As the tech world gets itself in a tizzy over Google saying its 5 percent stake in AOL might be impaired — basically it may now be worth less than they thought it was — we thought we’d revisit some of the most notable tech writedowns […]

As the tech world gets itself in a tizzy over Google saying its 5 percent stake in AOL might be impaired — basically it may now be worth less than they thought it was — we thought we’d revisit some of the most notable tech writedowns in history. Under U.S. accounting rules, once something’s impaired, it can’t be marked up again, which typically leads to a write-off. The write-offs on our list aren’t necessarily the largest, but we think they exemplify a certain point in time in the fizzy world of technology valuations that’s worth remembering, but not worth repeating.
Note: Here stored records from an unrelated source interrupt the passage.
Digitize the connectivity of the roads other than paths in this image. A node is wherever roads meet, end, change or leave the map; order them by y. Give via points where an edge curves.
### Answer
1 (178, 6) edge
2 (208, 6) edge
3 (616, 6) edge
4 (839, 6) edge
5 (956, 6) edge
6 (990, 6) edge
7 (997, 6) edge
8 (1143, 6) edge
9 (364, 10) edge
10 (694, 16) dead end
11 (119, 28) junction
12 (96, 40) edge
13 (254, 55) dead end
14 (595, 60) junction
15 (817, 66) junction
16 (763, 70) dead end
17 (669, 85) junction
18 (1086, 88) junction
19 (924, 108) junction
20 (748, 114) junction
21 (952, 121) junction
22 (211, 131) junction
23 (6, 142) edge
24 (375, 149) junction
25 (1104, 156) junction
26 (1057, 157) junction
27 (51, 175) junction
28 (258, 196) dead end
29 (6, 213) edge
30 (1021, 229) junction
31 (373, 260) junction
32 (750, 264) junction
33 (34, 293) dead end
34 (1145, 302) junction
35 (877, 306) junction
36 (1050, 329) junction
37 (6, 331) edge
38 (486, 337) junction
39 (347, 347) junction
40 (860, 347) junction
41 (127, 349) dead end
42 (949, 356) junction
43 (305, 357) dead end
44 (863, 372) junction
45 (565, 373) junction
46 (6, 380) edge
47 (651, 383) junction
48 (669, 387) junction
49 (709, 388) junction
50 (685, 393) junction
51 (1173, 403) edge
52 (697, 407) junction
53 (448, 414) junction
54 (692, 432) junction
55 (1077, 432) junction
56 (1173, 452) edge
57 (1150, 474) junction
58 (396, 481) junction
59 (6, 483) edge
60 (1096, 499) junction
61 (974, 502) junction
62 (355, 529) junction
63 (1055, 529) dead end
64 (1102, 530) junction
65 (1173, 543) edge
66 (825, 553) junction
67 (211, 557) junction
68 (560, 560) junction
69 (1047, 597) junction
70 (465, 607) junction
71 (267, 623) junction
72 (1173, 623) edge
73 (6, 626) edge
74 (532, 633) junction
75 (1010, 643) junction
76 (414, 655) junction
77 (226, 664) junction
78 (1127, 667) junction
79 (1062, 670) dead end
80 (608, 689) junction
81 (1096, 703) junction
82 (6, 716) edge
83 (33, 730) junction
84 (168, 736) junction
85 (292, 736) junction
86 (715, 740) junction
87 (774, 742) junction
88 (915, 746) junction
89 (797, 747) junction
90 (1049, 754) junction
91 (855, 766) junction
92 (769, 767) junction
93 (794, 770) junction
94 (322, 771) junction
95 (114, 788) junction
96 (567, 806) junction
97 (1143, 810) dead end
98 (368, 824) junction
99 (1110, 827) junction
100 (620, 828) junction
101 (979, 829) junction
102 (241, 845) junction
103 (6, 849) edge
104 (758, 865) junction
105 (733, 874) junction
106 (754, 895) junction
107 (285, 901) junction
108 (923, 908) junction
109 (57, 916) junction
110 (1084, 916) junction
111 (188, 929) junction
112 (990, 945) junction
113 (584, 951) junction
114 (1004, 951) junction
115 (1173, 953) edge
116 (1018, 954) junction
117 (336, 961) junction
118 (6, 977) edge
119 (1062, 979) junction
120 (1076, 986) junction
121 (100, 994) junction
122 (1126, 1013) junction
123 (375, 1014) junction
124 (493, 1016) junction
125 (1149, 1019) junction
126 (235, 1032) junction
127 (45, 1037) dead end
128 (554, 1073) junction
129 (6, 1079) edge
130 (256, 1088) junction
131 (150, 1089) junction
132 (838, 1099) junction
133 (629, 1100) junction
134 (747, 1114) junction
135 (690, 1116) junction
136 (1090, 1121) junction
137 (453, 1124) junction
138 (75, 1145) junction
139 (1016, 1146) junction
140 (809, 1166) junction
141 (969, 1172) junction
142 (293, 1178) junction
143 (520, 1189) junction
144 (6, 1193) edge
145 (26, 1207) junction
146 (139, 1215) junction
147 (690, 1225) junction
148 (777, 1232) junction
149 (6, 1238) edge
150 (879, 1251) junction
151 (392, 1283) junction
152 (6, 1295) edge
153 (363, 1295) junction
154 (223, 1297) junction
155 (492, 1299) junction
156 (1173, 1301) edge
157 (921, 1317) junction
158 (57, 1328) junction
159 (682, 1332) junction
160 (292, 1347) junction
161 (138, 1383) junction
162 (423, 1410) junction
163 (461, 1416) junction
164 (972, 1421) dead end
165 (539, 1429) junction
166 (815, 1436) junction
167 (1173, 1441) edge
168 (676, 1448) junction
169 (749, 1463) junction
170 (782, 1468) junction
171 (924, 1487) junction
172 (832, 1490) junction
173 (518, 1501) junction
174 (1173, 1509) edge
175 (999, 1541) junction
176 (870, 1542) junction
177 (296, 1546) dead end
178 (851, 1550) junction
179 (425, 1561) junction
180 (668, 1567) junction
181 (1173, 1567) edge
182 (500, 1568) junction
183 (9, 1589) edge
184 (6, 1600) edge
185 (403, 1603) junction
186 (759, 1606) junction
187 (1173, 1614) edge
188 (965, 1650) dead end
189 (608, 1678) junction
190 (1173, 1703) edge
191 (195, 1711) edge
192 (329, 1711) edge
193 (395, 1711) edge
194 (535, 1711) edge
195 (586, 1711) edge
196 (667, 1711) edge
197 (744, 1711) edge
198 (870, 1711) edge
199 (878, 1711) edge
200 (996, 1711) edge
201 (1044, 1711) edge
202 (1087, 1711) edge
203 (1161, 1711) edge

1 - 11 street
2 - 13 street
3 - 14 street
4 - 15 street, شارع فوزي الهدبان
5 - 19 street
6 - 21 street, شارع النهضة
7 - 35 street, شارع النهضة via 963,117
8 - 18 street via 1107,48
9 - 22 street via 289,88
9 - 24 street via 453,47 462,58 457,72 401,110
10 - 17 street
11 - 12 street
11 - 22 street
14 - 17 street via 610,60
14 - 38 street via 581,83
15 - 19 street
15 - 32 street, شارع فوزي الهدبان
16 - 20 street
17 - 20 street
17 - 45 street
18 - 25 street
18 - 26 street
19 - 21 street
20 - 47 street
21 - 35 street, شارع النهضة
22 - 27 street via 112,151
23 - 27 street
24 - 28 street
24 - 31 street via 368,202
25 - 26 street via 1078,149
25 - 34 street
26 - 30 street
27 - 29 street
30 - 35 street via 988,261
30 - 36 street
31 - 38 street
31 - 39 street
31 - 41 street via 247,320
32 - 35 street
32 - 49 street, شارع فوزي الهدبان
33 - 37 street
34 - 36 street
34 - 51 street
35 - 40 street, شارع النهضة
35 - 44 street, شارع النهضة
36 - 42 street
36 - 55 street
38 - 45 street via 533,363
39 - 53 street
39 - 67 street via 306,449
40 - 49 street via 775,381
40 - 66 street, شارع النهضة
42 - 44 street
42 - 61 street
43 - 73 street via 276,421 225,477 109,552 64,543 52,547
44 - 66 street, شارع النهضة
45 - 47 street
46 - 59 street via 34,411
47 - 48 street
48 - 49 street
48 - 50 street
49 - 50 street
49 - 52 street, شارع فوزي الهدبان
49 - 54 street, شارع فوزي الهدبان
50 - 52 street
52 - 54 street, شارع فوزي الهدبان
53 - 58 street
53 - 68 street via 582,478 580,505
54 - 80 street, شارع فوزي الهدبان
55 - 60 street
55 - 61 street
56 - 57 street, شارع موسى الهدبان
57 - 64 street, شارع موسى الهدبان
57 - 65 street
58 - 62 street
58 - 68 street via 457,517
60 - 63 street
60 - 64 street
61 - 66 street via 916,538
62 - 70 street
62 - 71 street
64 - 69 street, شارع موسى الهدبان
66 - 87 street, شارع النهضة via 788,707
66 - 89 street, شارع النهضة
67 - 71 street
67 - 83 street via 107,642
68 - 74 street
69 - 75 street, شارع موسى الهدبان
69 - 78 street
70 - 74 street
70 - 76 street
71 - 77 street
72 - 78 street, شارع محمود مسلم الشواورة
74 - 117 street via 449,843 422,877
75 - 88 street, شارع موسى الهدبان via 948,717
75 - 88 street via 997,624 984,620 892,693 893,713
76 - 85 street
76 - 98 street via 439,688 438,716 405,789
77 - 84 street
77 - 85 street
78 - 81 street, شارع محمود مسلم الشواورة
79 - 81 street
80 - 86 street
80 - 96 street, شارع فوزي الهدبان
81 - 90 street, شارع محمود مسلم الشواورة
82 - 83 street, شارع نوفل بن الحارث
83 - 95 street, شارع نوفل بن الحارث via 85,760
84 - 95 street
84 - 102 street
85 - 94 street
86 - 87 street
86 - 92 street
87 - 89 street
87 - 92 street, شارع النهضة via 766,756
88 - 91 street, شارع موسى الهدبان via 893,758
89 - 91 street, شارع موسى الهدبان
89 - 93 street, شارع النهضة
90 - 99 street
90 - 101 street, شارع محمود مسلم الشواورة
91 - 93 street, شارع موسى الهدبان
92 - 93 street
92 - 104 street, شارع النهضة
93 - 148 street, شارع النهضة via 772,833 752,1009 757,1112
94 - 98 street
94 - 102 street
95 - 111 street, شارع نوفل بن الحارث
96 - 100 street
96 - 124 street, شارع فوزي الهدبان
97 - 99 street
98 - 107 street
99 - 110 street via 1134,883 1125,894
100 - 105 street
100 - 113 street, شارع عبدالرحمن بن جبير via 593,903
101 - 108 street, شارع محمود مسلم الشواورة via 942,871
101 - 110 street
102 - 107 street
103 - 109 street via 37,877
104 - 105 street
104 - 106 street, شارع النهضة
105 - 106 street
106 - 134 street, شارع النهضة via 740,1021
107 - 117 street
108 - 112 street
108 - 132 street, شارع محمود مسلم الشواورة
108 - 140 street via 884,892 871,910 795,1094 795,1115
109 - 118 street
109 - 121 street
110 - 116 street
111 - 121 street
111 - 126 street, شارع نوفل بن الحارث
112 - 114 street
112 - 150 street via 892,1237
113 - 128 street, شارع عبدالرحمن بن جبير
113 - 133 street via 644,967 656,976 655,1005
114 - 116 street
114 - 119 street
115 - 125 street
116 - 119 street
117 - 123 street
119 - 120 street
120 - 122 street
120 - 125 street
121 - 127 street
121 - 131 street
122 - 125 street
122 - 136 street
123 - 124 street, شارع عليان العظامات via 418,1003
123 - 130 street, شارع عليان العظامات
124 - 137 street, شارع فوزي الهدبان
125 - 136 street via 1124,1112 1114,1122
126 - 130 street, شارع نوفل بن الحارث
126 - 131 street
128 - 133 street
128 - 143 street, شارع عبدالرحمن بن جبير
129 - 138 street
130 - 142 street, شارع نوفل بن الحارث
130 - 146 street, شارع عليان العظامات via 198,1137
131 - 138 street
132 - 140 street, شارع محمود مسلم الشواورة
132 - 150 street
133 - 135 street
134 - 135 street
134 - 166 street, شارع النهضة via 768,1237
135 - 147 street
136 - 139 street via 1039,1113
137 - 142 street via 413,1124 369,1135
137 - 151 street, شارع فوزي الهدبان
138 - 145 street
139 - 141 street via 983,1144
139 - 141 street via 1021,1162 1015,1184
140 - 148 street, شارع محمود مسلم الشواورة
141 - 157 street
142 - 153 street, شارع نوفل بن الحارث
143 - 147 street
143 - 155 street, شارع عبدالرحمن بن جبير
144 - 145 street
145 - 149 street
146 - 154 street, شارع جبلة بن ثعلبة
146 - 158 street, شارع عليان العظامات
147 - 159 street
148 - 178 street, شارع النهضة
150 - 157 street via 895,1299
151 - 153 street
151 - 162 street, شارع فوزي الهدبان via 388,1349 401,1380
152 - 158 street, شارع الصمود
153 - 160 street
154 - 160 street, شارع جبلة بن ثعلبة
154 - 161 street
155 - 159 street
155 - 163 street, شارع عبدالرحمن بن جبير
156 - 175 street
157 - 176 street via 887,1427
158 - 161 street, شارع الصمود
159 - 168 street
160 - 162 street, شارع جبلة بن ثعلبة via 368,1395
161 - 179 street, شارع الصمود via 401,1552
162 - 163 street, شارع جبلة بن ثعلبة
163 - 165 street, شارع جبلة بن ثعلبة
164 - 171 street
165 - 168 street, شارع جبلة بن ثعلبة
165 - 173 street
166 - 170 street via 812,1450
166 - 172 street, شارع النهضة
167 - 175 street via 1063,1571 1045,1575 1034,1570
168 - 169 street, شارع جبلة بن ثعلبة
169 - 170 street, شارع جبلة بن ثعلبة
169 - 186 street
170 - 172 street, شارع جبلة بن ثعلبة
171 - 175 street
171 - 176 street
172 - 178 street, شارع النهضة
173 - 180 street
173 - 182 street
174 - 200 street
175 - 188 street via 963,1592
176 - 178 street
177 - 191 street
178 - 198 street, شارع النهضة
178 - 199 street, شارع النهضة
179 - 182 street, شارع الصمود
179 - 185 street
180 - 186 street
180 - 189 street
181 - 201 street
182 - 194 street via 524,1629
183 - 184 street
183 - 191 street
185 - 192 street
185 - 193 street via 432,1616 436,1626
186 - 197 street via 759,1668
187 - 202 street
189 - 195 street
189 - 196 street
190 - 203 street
So far this year we’ve seen one of the largest corporate writedowns ever, that of Sprint-Nextel shaving $29.7 billion in value off its $35 billion merger with Nextel Communications. The writedown led to Sprint-Nextel posting a fourth-quarter loss of $29.9 billion, and the company is still dealing with the aftermath of its push-to-talk love affair. At the time of the merger, cell phone deals were the thing to do, but mismatched networks and customer bases doomed this one from the start.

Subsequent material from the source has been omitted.